YOUR ASSIGNMENT: Each entry, in full: reproduce it exactly.

RECORD EXCERPTS:

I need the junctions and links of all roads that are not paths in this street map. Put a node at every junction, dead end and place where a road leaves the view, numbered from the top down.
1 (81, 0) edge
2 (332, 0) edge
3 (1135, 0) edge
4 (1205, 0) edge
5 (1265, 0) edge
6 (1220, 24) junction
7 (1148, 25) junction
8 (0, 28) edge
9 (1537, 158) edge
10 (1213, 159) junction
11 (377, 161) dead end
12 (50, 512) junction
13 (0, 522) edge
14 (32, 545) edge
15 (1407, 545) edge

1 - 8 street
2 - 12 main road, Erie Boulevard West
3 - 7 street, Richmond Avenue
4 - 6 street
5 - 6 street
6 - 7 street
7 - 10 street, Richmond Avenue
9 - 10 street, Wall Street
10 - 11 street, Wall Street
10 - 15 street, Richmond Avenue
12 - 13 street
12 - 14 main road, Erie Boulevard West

PROBLEM SOLUTION:
I need the junctions and links of all roads that are not paths in this street map. Put a node at every junction, dead end and place where a road leaves the view, numbered from the top down.
1 (81, 0) edge
2 (332, 0) edge
3 (1135, 0) edge
4 (1205, 0) edge
5 (1265, 0) edge
6 (1220, 24) junction
7 (1148, 25) junction
8 (0, 28) edge
9 (1537, 158) edge
10 (1213, 159) junction
11 (377, 161) dead end
12 (50, 512) junction
13 (0, 522) edge
14 (32, 545) edge
15 (1407, 545) edge

1 - 8 street
2 - 12 main road, Erie Boulevard West
3 - 7 street, Richmond Avenue
4 - 6 street
5 - 6 street
6 - 7 street
7 - 10 street, Richmond Avenue
9 - 10 street, Wall Street
10 - 11 street, Wall Street
10 - 15 street, Richmond Avenue
12 - 13 street
12 - 14 main road, Erie Boulevard West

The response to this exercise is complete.